Konzertauftritt der Popgruppe Kraftwerk

Drei Gründe, warum wir das Sampling-Urteil dringend brauchten

Stand: 31.05.2016, 17:00 Uhr

Künstler dürfen fremde Tonsequenzen in die eigene Musik einbauen - zumindest in gewissen Grenzen. Das entschied heute das Bundesverfassungsgericht. Drei Gründe, warum es gut, dass es endlich ein Urteil zum Sampling gibt.

1. Die Richter haben die Kunstfreiheit gestärkt

Viele Musiker und Musikexperten haben sich ein solches Urteil gewünscht. "Es gibt nicht die eine singuläre Genieleistung. Jeder neue Song baut auf anderen Songs der Musikgeschichte auf. Es muss möglich sein, zu zitieren - auch ohne Erlaubnis", sagt Hans Nieswandt, Künstlerischer Geschäftsführer des Instituts für Populäre Musik an der Folkwang Universität der Künste. Es sei gut, dass die Kunstfreiheit beim Thema Sampling nun mehr berücksichtigt wird - und die Verwertungsrechte anderer Künstler etwas weniger.

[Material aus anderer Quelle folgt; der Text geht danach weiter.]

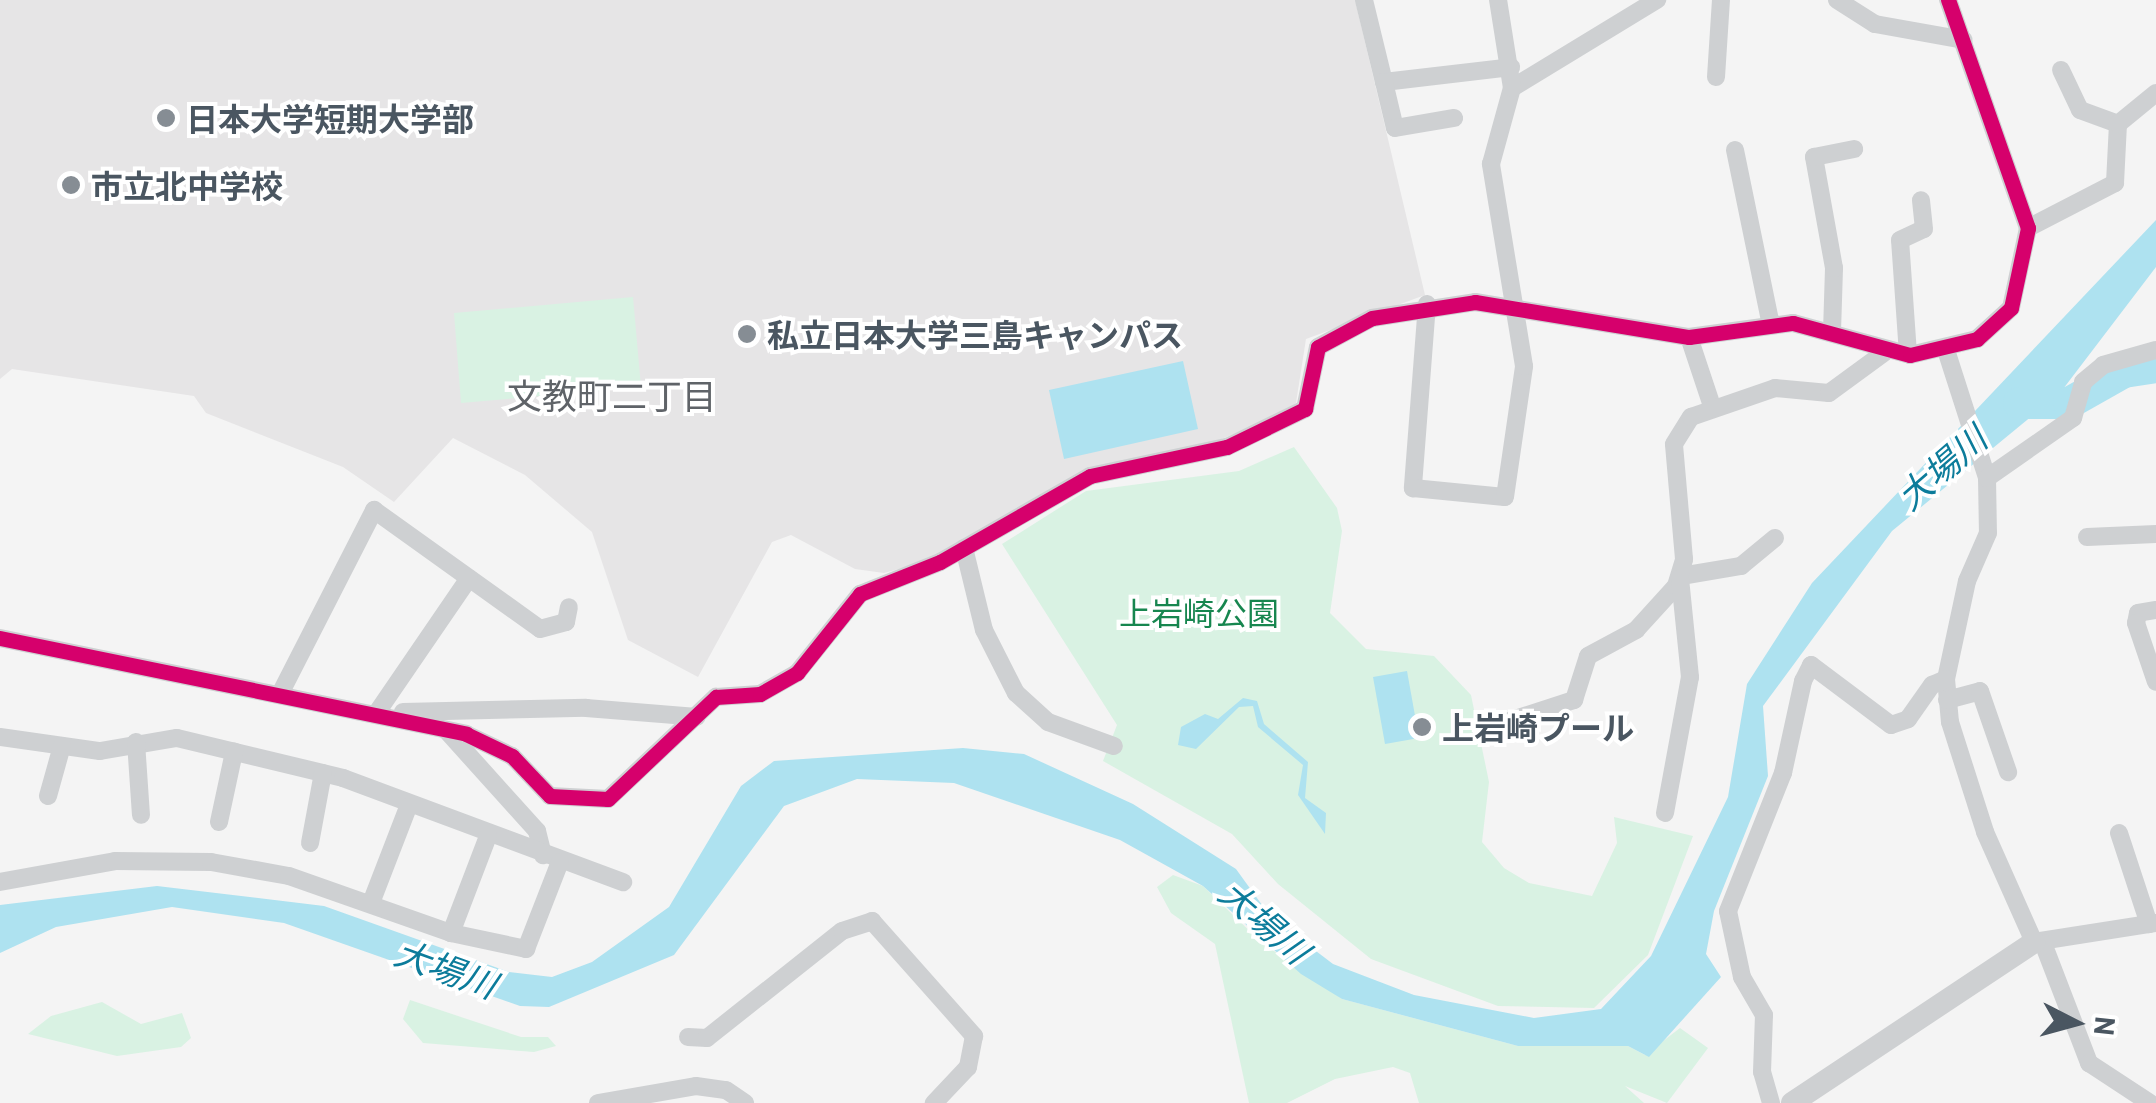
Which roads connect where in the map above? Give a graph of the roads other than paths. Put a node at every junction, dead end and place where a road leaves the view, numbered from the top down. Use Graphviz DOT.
graph roads {
  1 [pos="1498,0"];
  2 [pos="1656,0"];
  3 [pos="1721,0"];
  4 [pos="1837,0"];
  5 [pos="1948,0"];
  6 [pos="1370,1"];
  7 [pos="1964,40"];
  8 [pos="1512,67"];
  9 [pos="2061,70"];
  10 [pos="1716,77"];
  11 [pos="1384,82"];
  12 [pos="1512,88"];
  13 [pos="2156,93"];
  14 [pos="1454,118"];
  15 [pos="2118,124"];
  16 [pos="1854,148"];
  17 [pos="1735,150"];
  18 [pos="1920,200"];
  19 [pos="2028,228"];
  20 [pos="1427,304"];
  21 [pos="1514,305"];
  22 [pos="1771,325"];
  23 [pos="1832,332"];
  24 [pos="1689,337"];
  25 [pos="1946,350"];
  26 [pos="2156,350"];
  27 [pos="1886,352"];
  28 [pos="1908,354"];
  29 [pos="1712,406"];
  30 [pos="1986,473"];
  31 [pos="2156,534"];
  32 [pos="2087,536"];
  33 [pos="1775,538"];
  34 [pos="964,548"];
  35 [pos="469,578"];
  36 [pos="1680,578"];
  37 [pos="569,606"];
  38 [pos="2156,610"];
  39 [pos="0,638"];
  40 [pos="1946,679"];
  41 [pos="2156,682"];
  42 [pos="280,694"];
  43 [pos="1947,700"];
  44 [pos="382,712"];
  45 [pos="697,716"];
  46 [pos="446,730"];
  47 [pos="1480,730"];
  48 [pos="0,737"];
  49 [pos="136,742"];
  50 [pos="62,746"];
  51 [pos="1114,746"];
  52 [pos="234,752"];
  53 [pos="2008,772"];
  54 [pos="323,773"];
  55 [pos="48,796"];
  56 [pos="408,807"];
  57 [pos="1665,813"];
  58 [pos="141,815"];
  59 [pos="218,822"];
  60 [pos="2119,833"];
  61 [pos="488,836"];
  62 [pos="310,843"];
  63 [pos="552,858"];
  64 [pos="0,882"];
  65 [pos="623,882"];
  66 [pos="371,903"];
  67 [pos="2153,924"];
  68 [pos="452,933"];
  69 [pos="2039,942"];
  70 [pos="688,1037"];
  71 [pos="598,1103"];
  72 [pos="746,1103"];
  73 [pos="934,1103"];
  74 [pos="1771,1103"];
  75 [pos="1792,1103"];
  76 [pos="2150,1103"];
  1 -- 8 [label="street"];
  2 -- 12 [label="street"];
  3 -- 10 [label="street"];
  4 -- 7 [label="street"];
  5 -- 7 [label="street"];
  6 -- 11 [label="street"];
  7 -- 19 [label="street"];
  8 -- 11 [label="street"];
  8 -- 12 [label="street"];
  9 -- 15 [label="street"];
  11 -- 14 [label="street"];
  12 -- 21 [label="street"];
  13 -- 15 [label="street"];
  15 -- 19 [label="street"];
  16 -- 23 [label="street"];
  17 -- 22 [label="street"];
  18 -- 28 [label="street"];
  19 -- 25 [label="street"];
  20 -- 21 [label="street"];
  20 -- 21 [label="street"];
  20 -- 34 [label="street"];
  21 -- 24 [label="street"];
  22 -- 23 [label="street"];
  22 -- 24 [label="street"];
  23 -- 27 [label="street"];
  24 -- 29 [label="street"];
  25 -- 28 [label="street"];
  25 -- 30 [label="street"];
  26 -- 30 [label="street"];
  27 -- 28 [label="street"];
  27 -- 29 [label="street"];
  29 -- 36 [label="street"];
  30 -- 40 [label="street"];
  31 -- 32 [label="street"];
  33 -- 36 [label="street"];
  34 -- 45 [label="street"];
  34 -- 51 [label="street"];
  35 -- 37 [label="street"];
  35 -- 42 [label="street"];
  35 -- 44 [label="street"];
  36 -- 47 [label="street"];
  36 -- 57 [label="street"];
  38 -- 41 [label="street"];
  39 -- 42 [label="street"];
  40 -- 43 [label="street"];
  40 -- 74 [label="street"];
  42 -- 44 [label="street"];
  43 -- 53 [label="street"];
  43 -- 69 [label="street"];
  44 -- 45 [label="street"];
  44 -- 46 [label="street"];
  45 -- 46 [label="street"];
  46 -- 63 [label="street"];
  48 -- 50 [label="street"];
  49 -- 50 [label="street"];
  49 -- 52 [label="street"];
  49 -- 58 [label="street"];
  50 -- 55 [label="street"];
  52 -- 54 [label="street"];
  52 -- 59 [label="street"];
  54 -- 56 [label="street"];
  54 -- 62 [label="street"];
  56 -- 61 [label="street"];
  56 -- 66 [label="street"];
  60 -- 67 [label="street"];
  61 -- 63 [label="street"];
  61 -- 68 [label="street"];
  63 -- 65 [label="street"];
  63 -- 68 [label="street"];
  64 -- 66 [label="street"];
  66 -- 68 [label="street"];
  67 -- 69 [label="street"];
  69 -- 75 [label="street"];
  69 -- 76 [label="street"];
  70 -- 73 [label="street"];
  71 -- 72 [label="street"];
}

2. Die Richter erkennen an, dass Sampling ein kreativer Akt ist

Sampling ist eine eigene Kunstform und wichtiges künstlerisches Mittel im HipHop, Rap, Dub und der elektronischen Musik. "Samplen bedeutet ans Original heranzugehen und daraus etwas völlig Neues zu generieren", sagt Jan-Christian Zeller, Moderator und DJ bei 1LIVE im ARD-Morgenmagazin. Oft seien die Sequenzen nicht mehr wiederzuerkennen. "Man kann gar nicht wissen, ob ein bestimmtes Element wie ein Sample erst dazu führt, dass ein Lied ein Welthit wird", sagt er.

Hans Nieswandt, der ebenfalls als DJ auflegt, stimmt ihm zu: "Im HipHop sind weite Teile aus fremden Beats und zusammengesetzt. In der Mash-Up- und Bootleg-Szene fragt niemand um Erlaubnis." Allerdings seien diese Szenen weit entfernt vom großen Musikbusiness.

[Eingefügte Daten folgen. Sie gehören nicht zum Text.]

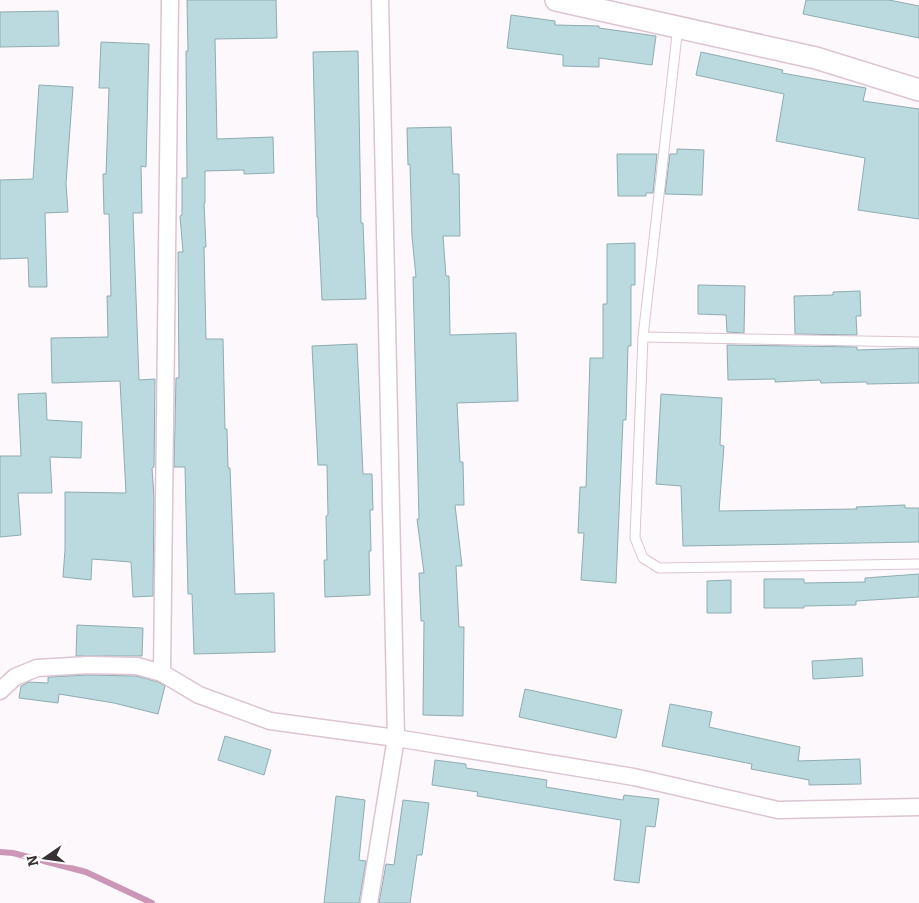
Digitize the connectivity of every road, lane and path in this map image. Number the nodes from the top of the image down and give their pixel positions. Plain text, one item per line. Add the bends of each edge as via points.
1 (170, 0) edge
2 (380, 0) edge
3 (556, 0) edge
4 (678, 26) junction
5 (919, 90) edge
6 (643, 337) junction
7 (919, 342) edge
8 (919, 564) edge
9 (162, 673) junction
10 (0, 691) edge
11 (396, 738) junction
12 (919, 807) edge
13 (369, 903) edge

1 - 9 street
2 - 11 street
3 - 4 street
4 - 5 street via 816,58
4 - 6 lane
6 - 7 lane
6 - 8 lane via 635,538 642,558 659,568
9 - 10 street via 137,666 37,668 15,677
9 - 11 street via 199,695 270,721
11 - 12 street via 634,777 778,810
11 - 13 street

3. Für die Künstler ist zumindest etwas klarer geworden, wann sie ohne Zustimmung sampeln dürfen - und wann nicht

Fragen hilft - zumindest wenn ein Musiker mithilfe eines Samples viel Geld verdient. "Es ist immer gut, wenn Künstler miteinander sprechen. Dass Samples von den originalen Machern abgelehnt werden, kommt selten vor", sagt Hans Nieswandt. So machen das zum Beispiel auch die Fantastischen Vier. "Wir schauen, wem gehört das Sample, melden uns bei dem Verlag, schicken das Beispiel-Stück, und in der Regel einigt man sich", erklärt Smudo, Sänger und Texter der Fantastischen Vier im Interview mit dem Radiosender MDR Jump. Smudo erwarte von anderen Künstlern, die Musik der Fantastischen Vier in ihren Songs verwenden, dass sie ebenfalls bei ihm nachfragen. "Es wäre natürlich nicht gut, wenn jemand käme, das Gleiche nochmal macht, und dann einen Riesen-Hit landet", so Smudo. Hans Nieswandt findet, ab einem gewissen wirtschaftlichen Erfolg hätten Künstler kein Anrecht auf kostenfreies Sampling. "Spielt ein Lied eine massiv Geld ein, sollten alle Beteiligten am Erfolg teilhaben."